**What is required:** Among the entries, how many lines carry the string "Sixth"? Give the number and nothing else.

**Data provided:**
■ ■ ■

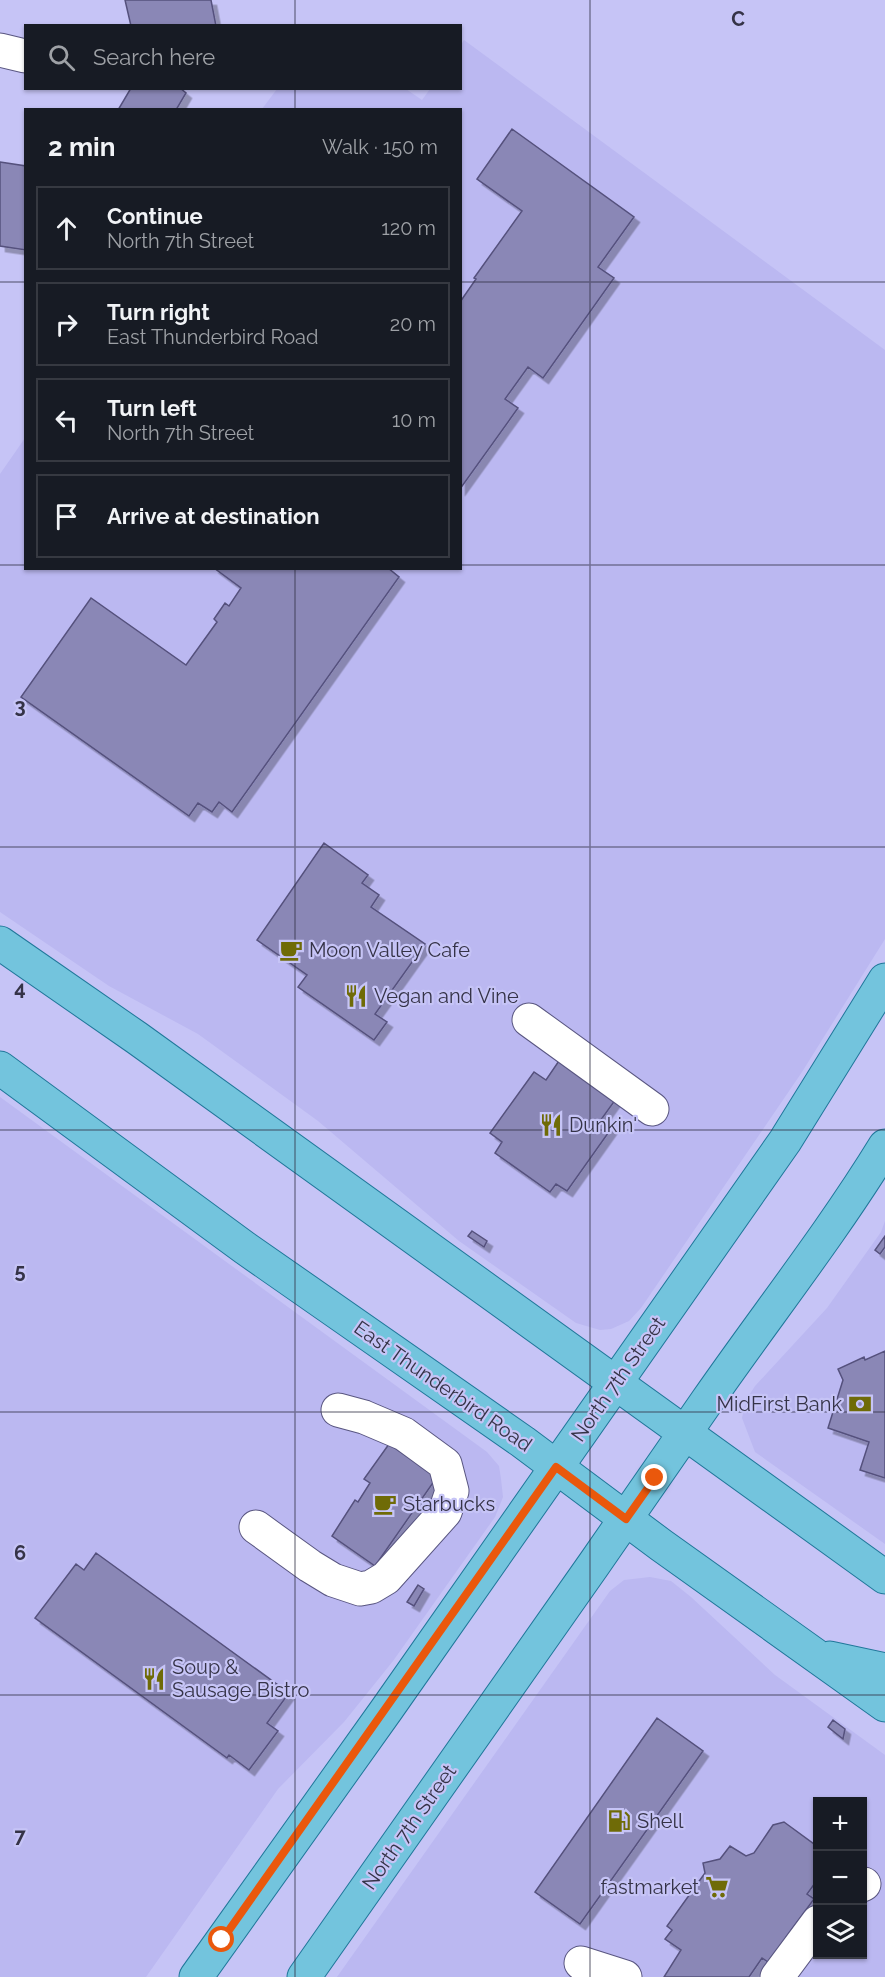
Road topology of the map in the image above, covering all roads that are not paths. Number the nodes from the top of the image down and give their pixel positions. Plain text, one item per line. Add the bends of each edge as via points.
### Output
1 (0, 50) edge
2 (24, 56) edge
3 (0, 943) edge
4 (885, 980) edge
5 (529, 1020) dead end
6 (0, 1068) edge
7 (652, 1109) dead end
8 (885, 1146) edge
9 (615, 1383) junction
10 (338, 1410) dead end
11 (685, 1433) junction
12 (556, 1467) junction
13 (626, 1519) junction
14 (256, 1527) dead end
15 (885, 1577) edge
16 (816, 1655) junction
17 (885, 1670) edge
18 (885, 1705) edge
19 (813, 1926) edge
20 (581, 1963) dead end
21 (196, 1977) edge
22 (304, 1977) edge
23 (625, 1977) edge
24 (777, 1977) edge

1 - 2 street
3 - 9 main road
4 - 9 main road, North 7th Street via 785,1141
5 - 7 street
6 - 12 main road, East Thunderbird Road via 245,1248
8 - 11 main road, North 7th Street
9 - 11 main road
9 - 12 main road, North 7th Street
10 - 14 street via 404,1434 445,1464 452,1491 445,1512 386,1578 360,1589 333,1580
11 - 13 main road, North 7th Street
11 - 15 main road
12 - 13 main road, East Thunderbird Road
12 - 21 main road, North 7th Street
13 - 16 main road, East Thunderbird Road
13 - 22 main road, North 7th Street
16 - 17 main road
16 - 18 main road, East Thunderbird Road
19 - 24 street
20 - 23 street

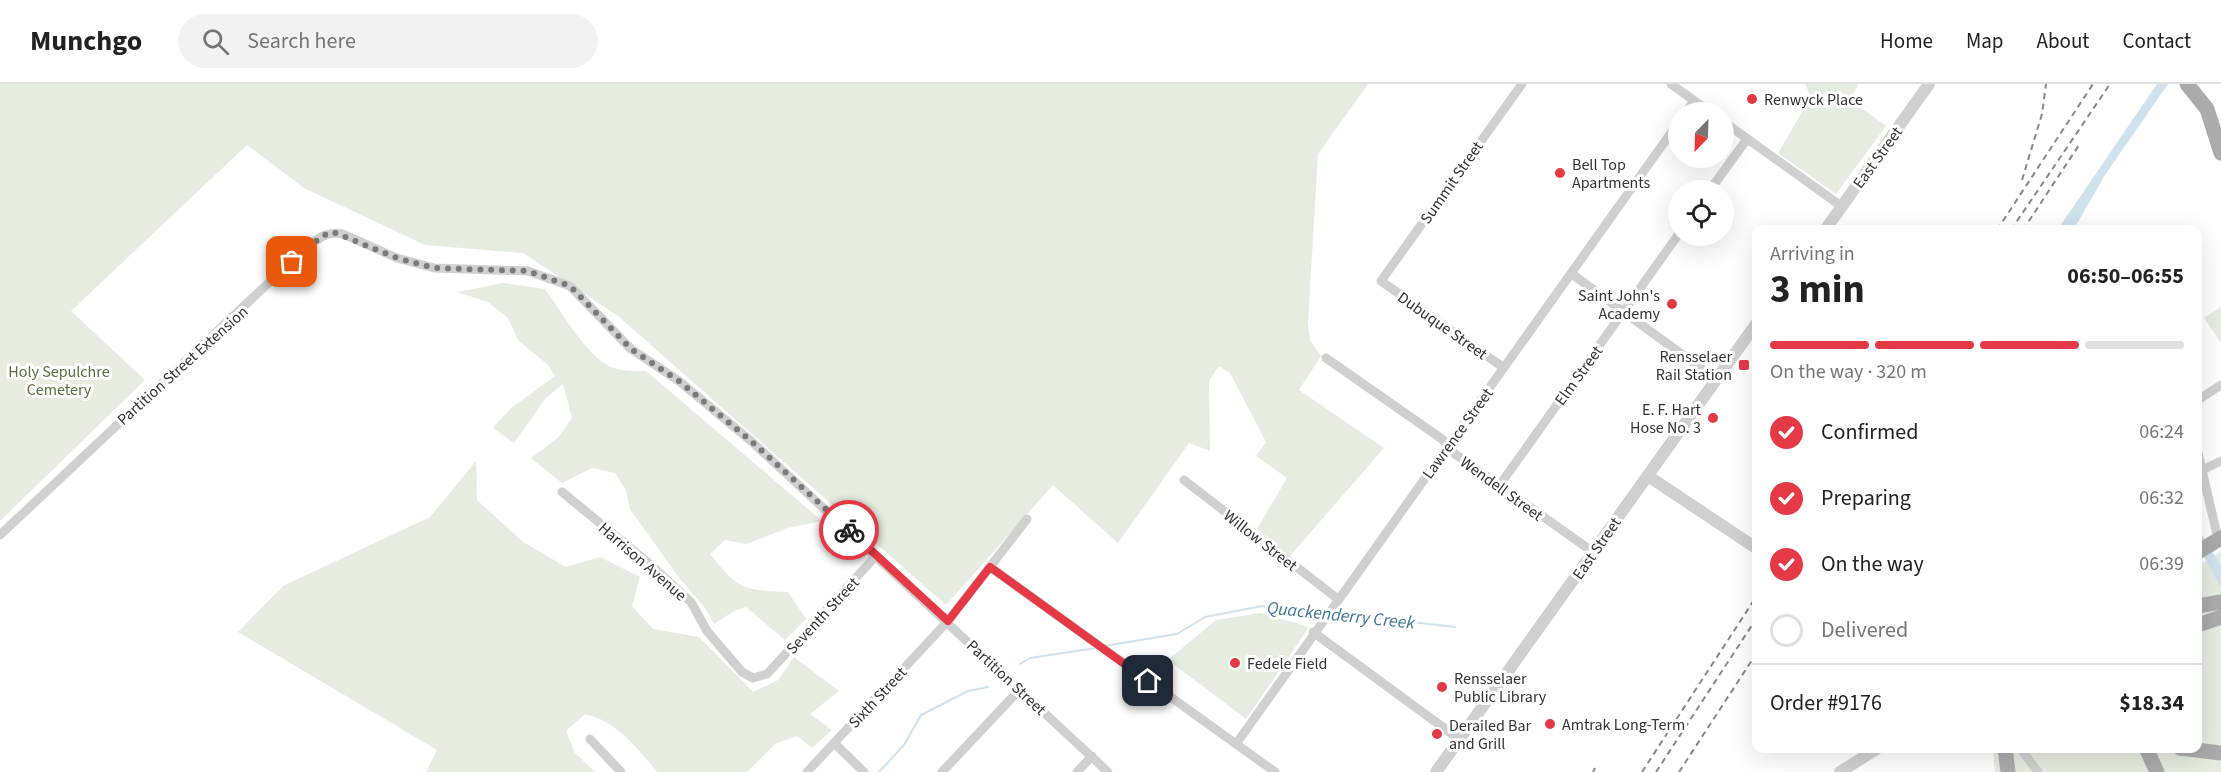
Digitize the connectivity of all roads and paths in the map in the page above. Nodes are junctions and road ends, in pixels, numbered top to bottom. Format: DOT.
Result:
graph roads {
  1 [pos="1522,84"];
  2 [pos="1671,84"];
  3 [pos="1929,84"];
  4 [pos="2187,84"];
  5 [pos="1694,101"];
  6 [pos="1734,129"];
  7 [pos="1668,137"];
  8 [pos="1747,139"];
  9 [pos="2221,153"];
  10 [pos="1717,180"];
  11 [pos="1841,206"];
  12 [pos="1828,225"];
  13 [pos="1670,246"];
  14 [pos="1572,274"];
  15 [pos="1381,281"];
  16 [pos="1623,312"];
  17 [pos="1752,330"];
  18 [pos="1326,358"];
  19 [pos="1504,368"];
  20 [pos="1717,380"];
  21 [pos="2221,385"];
  22 [pos="691,391"];
  23 [pos="2202,397"];
  24 [pos="1448,446"];
  25 [pos="2221,461"];
  26 [pos="2202,470"];
  27 [pos="1648,476"];
  28 [pos="1184,480"];
  29 [pos="1499,486"];
  30 [pos="562,492"];
  31 [pos="1027,519"];
  32 [pos="0,535"];
  33 [pos="2219,539"];
  34 [pos="1752,545"];
  35 [pos="2202,550"];
  36 [pos="1593,552"];
  37 [pos="876,556"];
  38 [pos="990,567"];
  39 [pos="1336,602"];
  40 [pos="2221,602"];
  41 [pos="2202,605"];
  42 [pos="2221,617"];
  43 [pos="948,621"];
  44 [pos="2202,624"];
  45 [pos="1313,632"];
  46 [pos="767,674"];
  47 [pos="1020,689"];
  48 [pos="590,739"];
  49 [pos="1460,739"];
  50 [pos="834,743"];
  51 [pos="1236,744"];
  52 [pos="2202,751"];
  53 [pos="1870,753"];
  54 [pos="2006,753"];
  55 [pos="2024,753"];
  56 [pos="2148,753"];
  57 [pos="2221,753"];
  58 [pos="1092,756"];
  59 [pos="621,772"];
  60 [pos="807,772"];
  61 [pos="864,772"];
  62 [pos="942,772"];
  63 [pos="1077,772"];
  64 [pos="1108,772"];
  65 [pos="1275,772"];
  66 [pos="1436,772"];
  67 [pos="1840,772"];
  68 [pos="2008,772"];
  69 [pos="2038,772"];
  70 [pos="2157,772"];
  1 -- 15 [label="street, Summit Street"];
  2 -- 5 [label="street"];
  3 -- 11 [label="street, East Street"];
  4 -- 9 [label="main road"];
  6 -- 8 [label="street"];
  7 -- 14 [label="street, Lawrence Street"];
  8 -- 10 [label="street"];
  8 -- 11 [label="street"];
  11 -- 12 [label="street, East Street"];
  13 -- 16 [label="street, Elm Street"];
  14 -- 16 [label="street"];
  14 -- 19 [label="street, Lawrence Street"];
  15 -- 19 [label="street, Dubuque Street"];
  16 -- 20 [label="street"];
  16 -- 29 [label="street, Elm Street"];
  17 -- 20 [label="street, East Street"];
  18 -- 24 [label="street, Wendell Street"];
  19 -- 24 [label="street, Lawrence Street"];
  20 -- 27 [label="street, East Street"];
  21 -- 23 [label="street"];
  22 -- 32 [label="street, Partition Street Extension"];
  22 -- 37 [label="street, Partition Street"];
  24 -- 29 [label="street, Wendell Street"];
  24 -- 39 [label="street, Lawrence Street"];
  25 -- 26 [label="street"];
  26 -- 33 [label="street"];
  27 -- 34 [label="street"];
  27 -- 36 [label="street, East Street"];
  28 -- 39 [label="street, Willow Street"];
  29 -- 36 [label="street, Wendell Street"];
  30 -- 46 [label="street, Harrison Avenue"];
  31 -- 38 [label="street, Sixth Street"];
  33 -- 35 [label="main road"];
  36 -- 49 [label="street, East Street"];
  37 -- 43 [label="street, Partition Street"];
  37 -- 46 [label="street, Seventh Street"];
  38 -- 43 [label="street, Sixth Street"];
  38 -- 51 [label="street"];
  39 -- 45 [label="street, Lawrence Street"];
  40 -- 41 [label="main road"];
  42 -- 44 [label="main road"];
  43 -- 47 [label="street, Partition Street"];
  43 -- 50 [label="street, Sixth Street"];
  45 -- 49 [label="street"];
  45 -- 51 [label="street, Lawrence Street"];
  47 -- 58 [label="street, Partition Street"];
  47 -- 62 [label="street"];
  48 -- 59 [label="street"];
  49 -- 66 [label="street, East Street"];
  50 -- 60 [label="street, Sixth Street"];
  50 -- 61 [label="street"];
  51 -- 65 [label="street"];
  52 -- 57 [label="main road"];
  53 -- 67 [label="street"];
  54 -- 68 [label="main road"];
  55 -- 69 [label="street"];
  56 -- 70 [label="main road"];
  58 -- 63 [label="street"];
  58 -- 64 [label="street, Partition Street"];
}
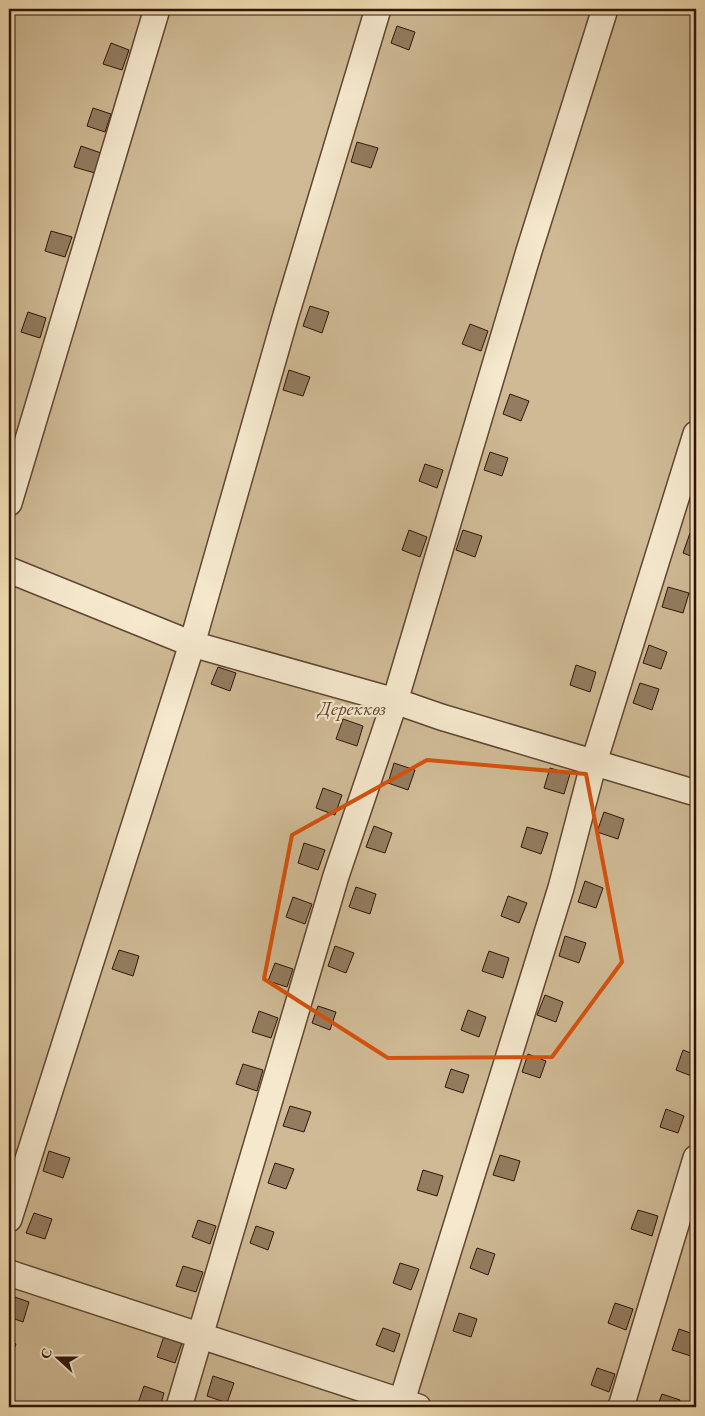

■ ■ ■

**Task result:** 4